4.1. Perspectives on improvement
Taking full advantage of the potential of CBH will require several
important improvements to focus on biodiversity inventories based on
long and resolutive fragments: adapting sequencing depth and testing ofde novo DNA reconstruction.
In fact, the reconstruction was done here by mapping sequences to the
existing SILVA databases using the program EMIRGE (Miller et al., 2011).
This program developed for 16S has been shown to be extremely efficient,
with 2224 full barcodes reconstructed, leading to 6132 detections in ten
samples. Theoretically, a similar result could be expected for
eukaryotic 18S, yet the numbers of identifications with EMIRGE were less
than 6% compared to those with short CBH with Kraken2. To exclude the
possibility that EMIRGE is not sufficient for 18S reconstruction, we
also tested the program MAFFT for reconstruction (Katoh, Misawa, Kuma,
& Miyata, 2002), which was also shown to be suitable, with similar
results (data not presented). Thus, enhancing the sequencing depth is
the main solution to improving the reconstruction of long fragments
based on CBH.
For eDNA analysis in general, high sequencing depth is crucial (Singer,
Fahner, Barnes, McCarthy, & Hajibabaei, 2019) and will allow de
novo assembly instead of mapping algorithms, improving species
identification (Deiner et al., 2017) and the detection of taxa or groups
absent from the reference dataset. In this first study, both gene
regions were pooled for sequencing, and the results suggest i) that the
16S probes were more efficient than the newly designed 18S probes in
uncovering community richness, ii) the dominance of prokaryotic biomass
was reflected, or iii) the method suffered from both limitations. The
unbalanced biomass could be fixed by sequencing libraries from each rDNA
separately. However, most bacterial diversity may be revealed with lower
sequencing depth for these unicellular organisms, while the higher
variations in body size and of the number of rDNA 18S copies among
metazoans may result in a more uneven distribution of the number of
fragments among taxa.

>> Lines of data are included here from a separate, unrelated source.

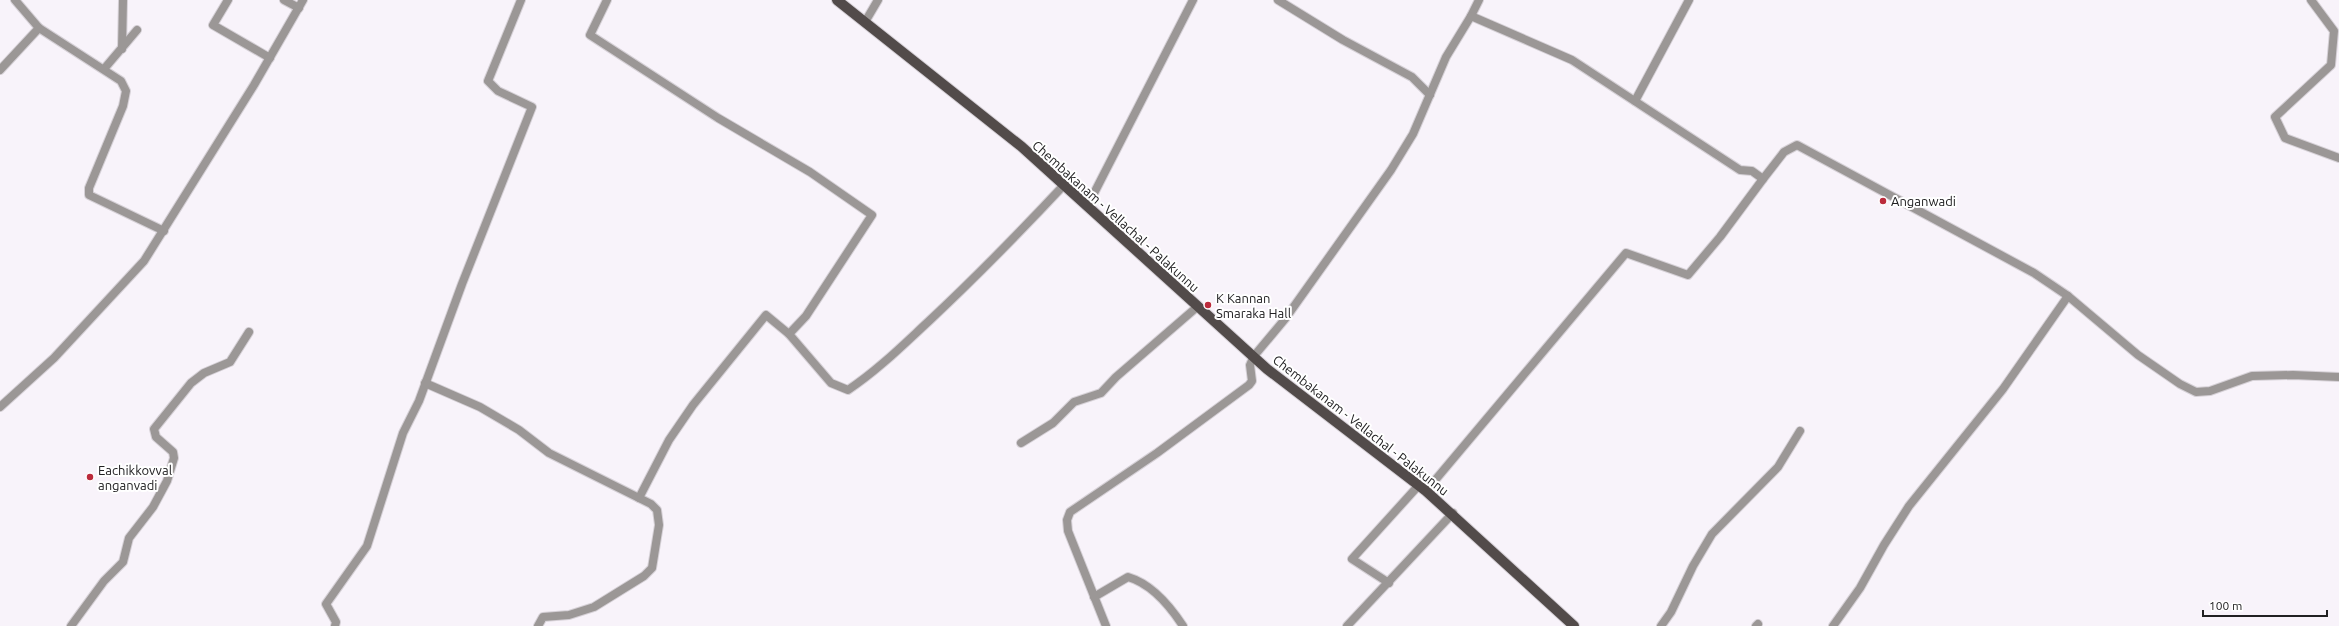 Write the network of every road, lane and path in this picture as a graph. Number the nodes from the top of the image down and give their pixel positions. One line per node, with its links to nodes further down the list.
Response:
1 (15, 0): 18 (street)
2 (123, 0): 20 (street)
3 (228, 0): 21 (street)
4 (284, 0): 15 (street)
5 (304, 0): 15 (street)
6 (521, 0): 37 (street)
7 (607, 0): 34 (street)
8 (838, 0): 17 (main road, Chembakanam - Vellachal - Palakunnu)
9 (878, 0): 17 (street)
10 (1193, 0): 29 (street)
11 (1278, 0): 24 (street)
12 (1480, 0): 16 (street)
13 (1689, 0): 25 (street)
14 (2311, 0): 26 (street)
15 (299, 8): 21 (street)
16 (1471, 16): 24 (street); 25 (street)
17 (865, 22): 28 (main road, Chembakanam - Vellachal - Palakunnu)
18 (39, 28): 22 (street); 23 (street)
19 (137, 30): 20 (street)
20 (122, 48): 22 (street)
21 (270, 58): 30 (street)
22 (104, 69): 30 (street)
23 (0, 70)
24 (1430, 95): 35 (street)
25 (1634, 101): 27 (street)
26 (2339, 158)
27 (1763, 179): 31 (street); 41 (street)
28 (1064, 185): 29 (main road, Chembakanam - Vellachal - Palakunnu); 34 (street)
29 (1088, 205): 32 (main road, Chembakanam - Vellachal - Palakunnu)
30 (164, 231): 38 (street)
31 (2068, 296): 36 (street); 54 (street)
32 (1197, 307): 35 (main road, Chembakanam - Vellachal - Palakunnu); 40 (street)
33 (249, 332): 46 (street)
34 (789, 334): 42 (street)
35 (1254, 356): 41 (main road, Chembakanam - Vellachal - Palakunnu); 45 (street)
36 (2339, 377)
37 (425, 383): 42 (street); 47 (street)
38 (0, 407)
39 (1800, 431): 53 (street)
40 (1021, 443)
41 (1422, 488): 43 (main road, Chembakanam - Vellachal - Palakunnu); 44 (street)
42 (639, 498): 48 (street)
43 (1452, 513): 44 (street); 52 (main road, Chembakanam - Vellachal - Palakunnu)
44 (1389, 583): 51 (street)
45 (1094, 597): 49 (street); 50 (street)
46 (71, 626)
47 (336, 626)
48 (538, 626)
49 (1106, 626)
50 (1183, 626)
51 (1347, 626)
52 (1574, 626)
53 (1660, 626)
54 (1833, 626)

In any case, a higher sequencing depth will be
needed to unravel the diversity of the communities they form through
full barcode reconstruction. Setting a generic number of sequences would
not be realistic because the optimal number strongly depends on the
diversity and biomass of the standing stock in the sediment. When
studying new areas, pilot metabarcode studies may help tune the
sequencing depth, allowing the optimal inventory of full-length
metabarcodes in the studied ecosystems.
We tested here for the first time a new set of DNA probes that proved
useful and efficient, yet the method still needs improvement to capture
several taxa, such as nematodes and some other meiofauna taxa with low
levels of detection. In fact, meiofauna of deep-sea sediments are
generally dominated by nematodes and copepods in terms of biomass,
abundance, and species richness (Zeppilli et al., 2018). Neither CBH nor
MTB consistently reflects this, suggesting that not only sequencing
depth but also the versatility of the set of probes needs to be
enhanced.
Finally, the huge gaps in knowledge of marine biodiversity, magnified in
the deep sea, result in a paucity of deep-sea sequences in nucleotide
reference databases (Sinniger et al., 2016), inhibiting the efficiency
of reference-based bioinformatic reconstructions (Mendoza,
Sicheritz-Pontén, & Gilbert, 2014). This likely explains the very
uneven reconstruction success across the phyla observed, with rather
good results for Porifera, Annelida, and some Arthropods, while for
other phyla such as Deuterostomia, Molluska, Nematoda, Cnidaria, and
Platyhelminthes, no reconstruction could be obtained despite numerous
identified sequences.